Etrafımda oturan diğer komşu evdekiler bana kızdılar. Hatta gücendiler. Daha da ileride oturan yaşlı amca benimle konuşmadı bile. “Ben buranın en yaşlısıydım. Neden bana sormadan çıkarttın üst kiracını” dedi. Uzak mahalledeki komşular “Bir daha size gelmeyiz. Sizi de aramıza almayız. Hıııı !!!” dediler. Bu kadar insan üstüme geliyorsa acaba yanlış mı yapıyorum diye kendime sordum. Yok, yok yanlış yapmıyorum. Yakın geçmişte evimi tamir ederken, yuvamı güzelleştirmek isterken de kızmışlardı. Ailemle birlikte daha huzurlu, daha rahat yaşayayım istemiştim. O zaman da, şimdi bana kızan o komşularım ve hatta uzakta ki yaşlı amca bile camlarımı kırmışlardı attıkları taşlar ile. Hatta bahçemin çitlerini yıkmaya çalışmışlardı derenin karşı tarafında ki komşum ile. Benim evimin güzelleşmesinden neden rahatsız oldular diye düşünmüştüm o zamanlar. Pek anlam veremedim. Şimdi ben üst kata çıkacağım için yine bana kızıyorlar.

Bir seferinde de bahçemde meyve sebze yetiştirmeme bile izin vermemişlerdi. “Biz sana istediğinde veririz” demişlerdi. Ailem, çocuklarım, büyüklerim rahat gidip gelsinler diye yaptığım yolu dahi manzaramızı bozuyorsun diye kapattırmışlardı.

Şimdi düşününce anlıyorum ki bu komşularım benim rahat yaşamamı istemiyorlar. Üst kata çıkarsam alacağım keyfi de yaşatmak istemiyorlar. Ama kendileri en alasını yaşıyorlar. Yeter ki ben yaşamayayım. Bu onları mutlu ediyor.

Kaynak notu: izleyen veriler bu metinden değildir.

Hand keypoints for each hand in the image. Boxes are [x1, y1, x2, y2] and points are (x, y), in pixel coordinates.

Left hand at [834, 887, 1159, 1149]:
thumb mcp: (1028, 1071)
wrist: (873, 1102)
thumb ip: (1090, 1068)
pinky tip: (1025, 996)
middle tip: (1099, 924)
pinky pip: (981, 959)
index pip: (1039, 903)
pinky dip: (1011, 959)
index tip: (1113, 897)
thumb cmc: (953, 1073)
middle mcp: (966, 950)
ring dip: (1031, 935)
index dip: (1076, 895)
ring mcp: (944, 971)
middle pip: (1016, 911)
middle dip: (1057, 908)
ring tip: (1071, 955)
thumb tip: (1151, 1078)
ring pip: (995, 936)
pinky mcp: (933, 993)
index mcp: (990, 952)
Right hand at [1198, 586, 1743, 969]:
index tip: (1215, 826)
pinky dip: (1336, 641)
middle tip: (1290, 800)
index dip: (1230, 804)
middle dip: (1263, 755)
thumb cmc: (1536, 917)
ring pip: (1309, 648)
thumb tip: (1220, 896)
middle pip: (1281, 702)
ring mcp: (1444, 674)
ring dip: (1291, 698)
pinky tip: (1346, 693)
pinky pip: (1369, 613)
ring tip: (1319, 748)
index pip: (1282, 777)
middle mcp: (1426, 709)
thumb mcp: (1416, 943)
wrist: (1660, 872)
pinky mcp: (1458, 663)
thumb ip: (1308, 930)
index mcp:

İyi de ben bu üst katta ki komşumu nereden buldum da oturttum oraya. Zamanın da ben neden orada oturmadım ki. İşte onu hatırlamıyorum. Bir de anlamıyorum. Madem biz aynı evin iki komşusuyuz, be adam bir gün bana “Gel komşu, sen ev sahibimsin. Şu manzarayı birlikte seyredelim” desene. Ne adamlar var yahu…

Dün akşam kiracımın boşalttığı üst kata çıktım. Güneş batıyor. Geriye doğru bakayım da şu manzaranın keyfini ayak üstüde olsa birde ben süreyim dedim. Muhteşemdi gerçekten. Neler varmış meğer göremediğimiz. Bu gün sabah erken kalktım. Kalktım ki yıllardır hasret olduğum ufukta güneşin doğuşunu seyredeyim üst kattan diye. Aman Allahım!!!!! Göremiyorum. Bu tarafa bakan pencereler içeriden sıkı sıkıya kapatılmış. Dışarısı hiç görülemiyor. Be adam dedim. Sen yıllardır hep geriye bakıp batan güneşi mi seyrettin. Hiç mi merak etmedin güneş nasıl doğar? Hiç mi merak etmedin gün nasıl başlar diye. Hep biten günün arkasından mı baktın sen bunca yıldır.

İlk işim bütün pencereleri açmak oldu. Günün doğan bütün ışıklarını evime doldurdum. Ne manzara! Anlatamamış komşum bana güneşin doğuşunu. Nasıl anlatsın kendisi görememiş ki. Kim bilir kimin kendisine anlattıklarını anlatıyordu bana. Ama ben görebiliyorum artık. Bana kimsenin anlatmasına gerek yok.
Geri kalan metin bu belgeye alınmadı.